Collected data
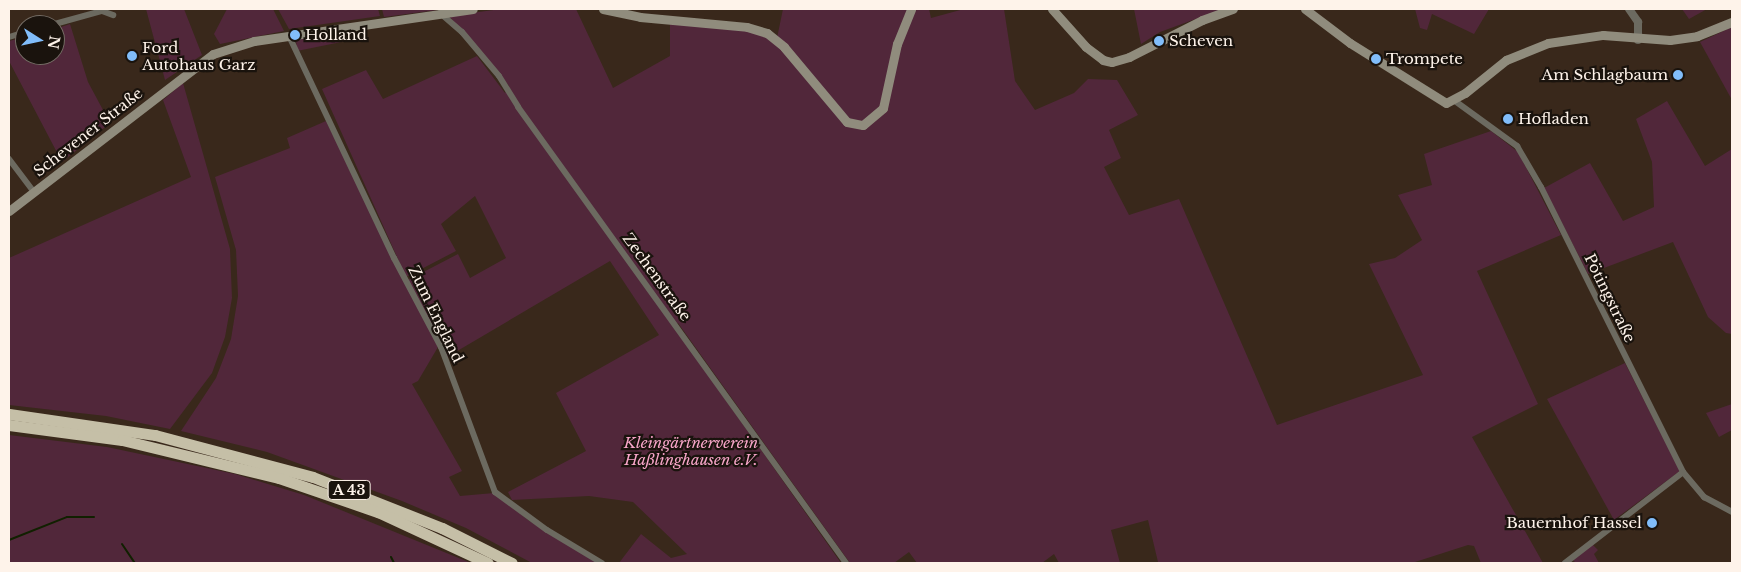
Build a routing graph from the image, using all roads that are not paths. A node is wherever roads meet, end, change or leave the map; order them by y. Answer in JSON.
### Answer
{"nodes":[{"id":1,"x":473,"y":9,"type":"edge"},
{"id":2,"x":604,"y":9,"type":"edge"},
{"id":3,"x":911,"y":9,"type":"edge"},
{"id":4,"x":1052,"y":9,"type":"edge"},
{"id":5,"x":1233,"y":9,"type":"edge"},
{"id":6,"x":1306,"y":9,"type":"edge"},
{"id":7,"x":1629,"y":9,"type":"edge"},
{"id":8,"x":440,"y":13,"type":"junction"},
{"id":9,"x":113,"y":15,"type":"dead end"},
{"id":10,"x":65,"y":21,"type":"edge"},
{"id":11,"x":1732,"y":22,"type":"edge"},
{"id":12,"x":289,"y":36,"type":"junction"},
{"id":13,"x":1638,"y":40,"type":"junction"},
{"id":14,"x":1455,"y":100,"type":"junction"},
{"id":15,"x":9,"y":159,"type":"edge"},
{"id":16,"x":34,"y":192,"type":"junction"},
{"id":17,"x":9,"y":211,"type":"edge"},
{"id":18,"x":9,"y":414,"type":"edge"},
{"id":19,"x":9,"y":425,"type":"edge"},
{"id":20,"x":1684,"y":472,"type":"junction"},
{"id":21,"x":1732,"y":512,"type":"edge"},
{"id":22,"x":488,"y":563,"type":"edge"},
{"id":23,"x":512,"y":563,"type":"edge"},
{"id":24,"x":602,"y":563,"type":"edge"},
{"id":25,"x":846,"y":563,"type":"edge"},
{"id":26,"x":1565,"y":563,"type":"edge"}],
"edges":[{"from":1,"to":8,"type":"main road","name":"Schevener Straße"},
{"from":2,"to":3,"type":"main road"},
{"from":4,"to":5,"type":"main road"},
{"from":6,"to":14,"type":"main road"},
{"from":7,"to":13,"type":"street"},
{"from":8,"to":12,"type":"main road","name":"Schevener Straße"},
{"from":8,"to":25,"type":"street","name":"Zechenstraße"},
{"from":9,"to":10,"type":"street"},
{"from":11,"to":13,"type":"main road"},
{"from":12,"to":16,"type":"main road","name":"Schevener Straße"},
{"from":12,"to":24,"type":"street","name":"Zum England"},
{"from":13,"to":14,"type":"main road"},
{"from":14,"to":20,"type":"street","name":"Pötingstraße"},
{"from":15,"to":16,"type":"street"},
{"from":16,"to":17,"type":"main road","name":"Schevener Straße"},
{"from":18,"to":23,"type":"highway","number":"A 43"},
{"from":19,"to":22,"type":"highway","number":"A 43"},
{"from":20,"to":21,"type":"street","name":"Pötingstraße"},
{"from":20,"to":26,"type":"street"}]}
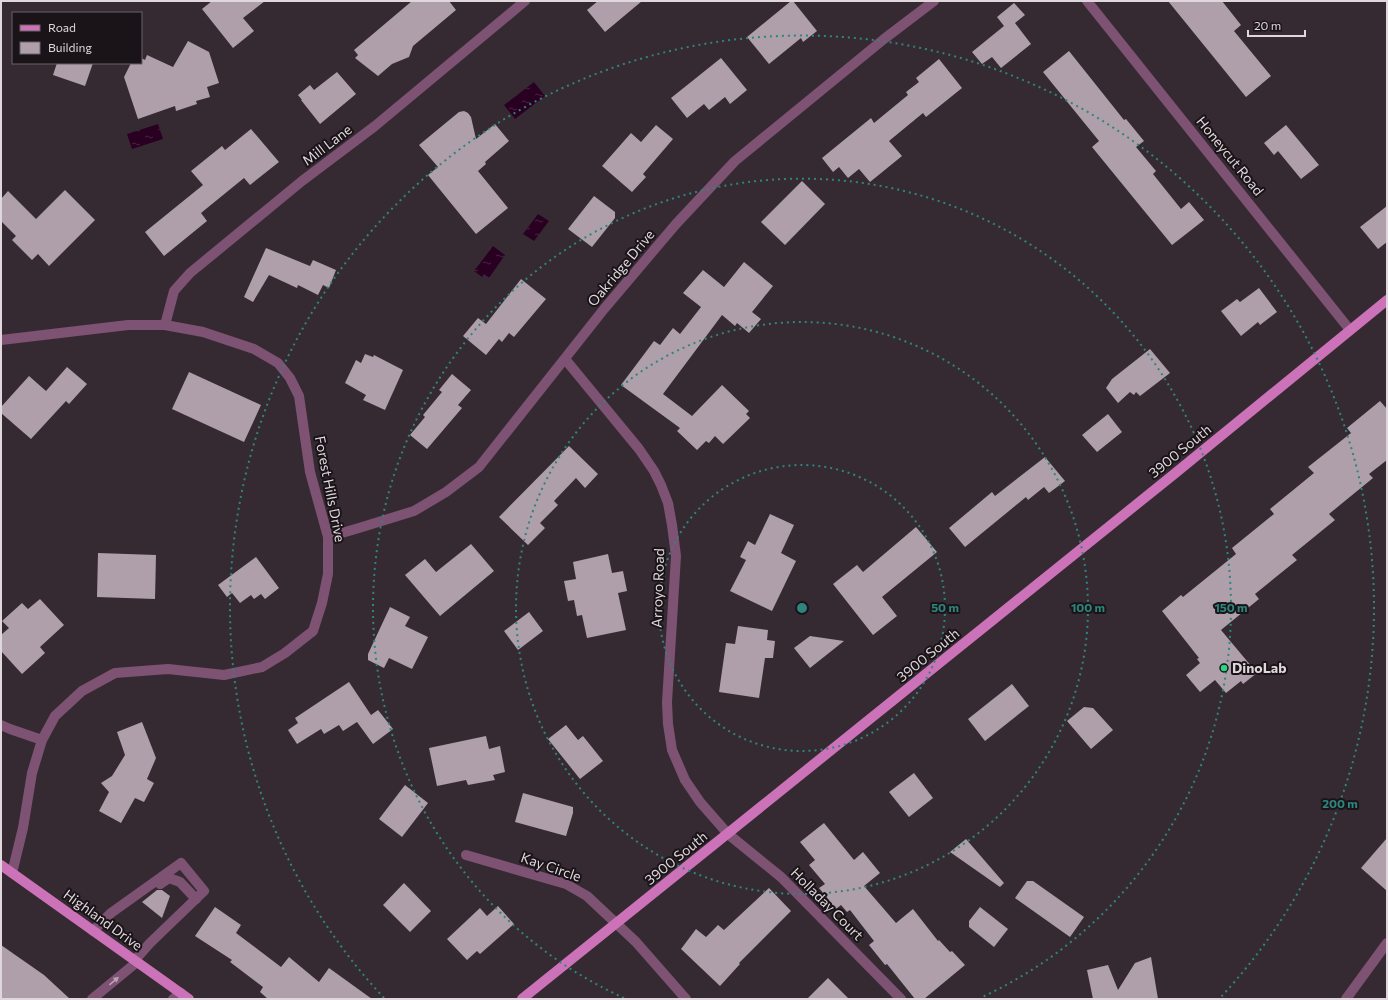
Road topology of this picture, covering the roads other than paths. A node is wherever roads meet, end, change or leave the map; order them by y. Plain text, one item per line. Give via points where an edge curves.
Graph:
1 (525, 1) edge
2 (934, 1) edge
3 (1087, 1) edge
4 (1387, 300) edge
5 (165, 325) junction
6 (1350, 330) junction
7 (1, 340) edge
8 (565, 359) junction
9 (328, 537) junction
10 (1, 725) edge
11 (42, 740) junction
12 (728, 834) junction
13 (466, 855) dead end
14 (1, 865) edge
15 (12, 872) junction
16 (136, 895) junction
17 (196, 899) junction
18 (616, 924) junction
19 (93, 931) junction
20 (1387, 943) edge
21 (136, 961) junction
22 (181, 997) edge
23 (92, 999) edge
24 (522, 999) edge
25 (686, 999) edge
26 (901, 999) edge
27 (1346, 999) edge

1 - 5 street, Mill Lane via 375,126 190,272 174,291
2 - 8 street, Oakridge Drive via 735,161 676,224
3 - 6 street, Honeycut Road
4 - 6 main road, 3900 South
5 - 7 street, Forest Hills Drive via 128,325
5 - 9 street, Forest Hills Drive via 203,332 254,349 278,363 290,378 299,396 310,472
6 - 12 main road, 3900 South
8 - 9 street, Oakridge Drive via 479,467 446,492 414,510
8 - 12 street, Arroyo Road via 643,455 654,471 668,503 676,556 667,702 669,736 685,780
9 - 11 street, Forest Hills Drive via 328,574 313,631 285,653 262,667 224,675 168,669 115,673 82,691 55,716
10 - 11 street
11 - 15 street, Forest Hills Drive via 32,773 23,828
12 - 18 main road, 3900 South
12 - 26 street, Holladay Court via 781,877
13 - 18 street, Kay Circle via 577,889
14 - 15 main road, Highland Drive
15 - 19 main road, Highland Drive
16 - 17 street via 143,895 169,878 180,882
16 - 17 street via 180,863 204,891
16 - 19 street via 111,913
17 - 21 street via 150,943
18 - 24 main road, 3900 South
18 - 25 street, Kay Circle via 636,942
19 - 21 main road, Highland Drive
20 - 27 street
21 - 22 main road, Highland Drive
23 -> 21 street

--- WORK TASK ---
Return all of the entries exactly as written, but drop any pictures they hold.

--- TASK ANSWER ---
Build a routing graph from the image, using all roads that are not paths. A node is wherever roads meet, end, change or leave the map; order them by y. Answer in JSON.
### Answer
{"nodes":[{"id":1,"x":473,"y":9,"type":"edge"},
{"id":2,"x":604,"y":9,"type":"edge"},
{"id":3,"x":911,"y":9,"type":"edge"},
{"id":4,"x":1052,"y":9,"type":"edge"},
{"id":5,"x":1233,"y":9,"type":"edge"},
{"id":6,"x":1306,"y":9,"type":"edge"},
{"id":7,"x":1629,"y":9,"type":"edge"},
{"id":8,"x":440,"y":13,"type":"junction"},
{"id":9,"x":113,"y":15,"type":"dead end"},
{"id":10,"x":65,"y":21,"type":"edge"},
{"id":11,"x":1732,"y":22,"type":"edge"},
{"id":12,"x":289,"y":36,"type":"junction"},
{"id":13,"x":1638,"y":40,"type":"junction"},
{"id":14,"x":1455,"y":100,"type":"junction"},
{"id":15,"x":9,"y":159,"type":"edge"},
{"id":16,"x":34,"y":192,"type":"junction"},
{"id":17,"x":9,"y":211,"type":"edge"},
{"id":18,"x":9,"y":414,"type":"edge"},
{"id":19,"x":9,"y":425,"type":"edge"},
{"id":20,"x":1684,"y":472,"type":"junction"},
{"id":21,"x":1732,"y":512,"type":"edge"},
{"id":22,"x":488,"y":563,"type":"edge"},
{"id":23,"x":512,"y":563,"type":"edge"},
{"id":24,"x":602,"y":563,"type":"edge"},
{"id":25,"x":846,"y":563,"type":"edge"},
{"id":26,"x":1565,"y":563,"type":"edge"}],
"edges":[{"from":1,"to":8,"type":"main road","name":"Schevener Straße"},
{"from":2,"to":3,"type":"main road"},
{"from":4,"to":5,"type":"main road"},
{"from":6,"to":14,"type":"main road"},
{"from":7,"to":13,"type":"street"},
{"from":8,"to":12,"type":"main road","name":"Schevener Straße"},
{"from":8,"to":25,"type":"street","name":"Zechenstraße"},
{"from":9,"to":10,"type":"street"},
{"from":11,"to":13,"type":"main road"},
{"from":12,"to":16,"type":"main road","name":"Schevener Straße"},
{"from":12,"to":24,"type":"street","name":"Zum England"},
{"from":13,"to":14,"type":"main road"},
{"from":14,"to":20,"type":"street","name":"Pötingstraße"},
{"from":15,"to":16,"type":"street"},
{"from":16,"to":17,"type":"main road","name":"Schevener Straße"},
{"from":18,"to":23,"type":"highway","number":"A 43"},
{"from":19,"to":22,"type":"highway","number":"A 43"},
{"from":20,"to":21,"type":"street","name":"Pötingstraße"},
{"from":20,"to":26,"type":"street"}]}
Road topology of this picture, covering the roads other than paths. A node is wherever roads meet, end, change or leave the map; order them by y. Plain text, one item per line. Give via points where an edge curves.
Graph:
1 (525, 1) edge
2 (934, 1) edge
3 (1087, 1) edge
4 (1387, 300) edge
5 (165, 325) junction
6 (1350, 330) junction
7 (1, 340) edge
8 (565, 359) junction
9 (328, 537) junction
10 (1, 725) edge
11 (42, 740) junction
12 (728, 834) junction
13 (466, 855) dead end
14 (1, 865) edge
15 (12, 872) junction
16 (136, 895) junction
17 (196, 899) junction
18 (616, 924) junction
19 (93, 931) junction
20 (1387, 943) edge
21 (136, 961) junction
22 (181, 997) edge
23 (92, 999) edge
24 (522, 999) edge
25 (686, 999) edge
26 (901, 999) edge
27 (1346, 999) edge

1 - 5 street, Mill Lane via 375,126 190,272 174,291
2 - 8 street, Oakridge Drive via 735,161 676,224
3 - 6 street, Honeycut Road
4 - 6 main road, 3900 South
5 - 7 street, Forest Hills Drive via 128,325
5 - 9 street, Forest Hills Drive via 203,332 254,349 278,363 290,378 299,396 310,472
6 - 12 main road, 3900 South
8 - 9 street, Oakridge Drive via 479,467 446,492 414,510
8 - 12 street, Arroyo Road via 643,455 654,471 668,503 676,556 667,702 669,736 685,780
9 - 11 street, Forest Hills Drive via 328,574 313,631 285,653 262,667 224,675 168,669 115,673 82,691 55,716
10 - 11 street
11 - 15 street, Forest Hills Drive via 32,773 23,828
12 - 18 main road, 3900 South
12 - 26 street, Holladay Court via 781,877
13 - 18 street, Kay Circle via 577,889
14 - 15 main road, Highland Drive
15 - 19 main road, Highland Drive
16 - 17 street via 143,895 169,878 180,882
16 - 17 street via 180,863 204,891
16 - 19 street via 111,913
17 - 21 street via 150,943
18 - 24 main road, 3900 South
18 - 25 street, Kay Circle via 636,942
19 - 21 main road, Highland Drive
20 - 27 street
21 - 22 main road, Highland Drive
23 -> 21 street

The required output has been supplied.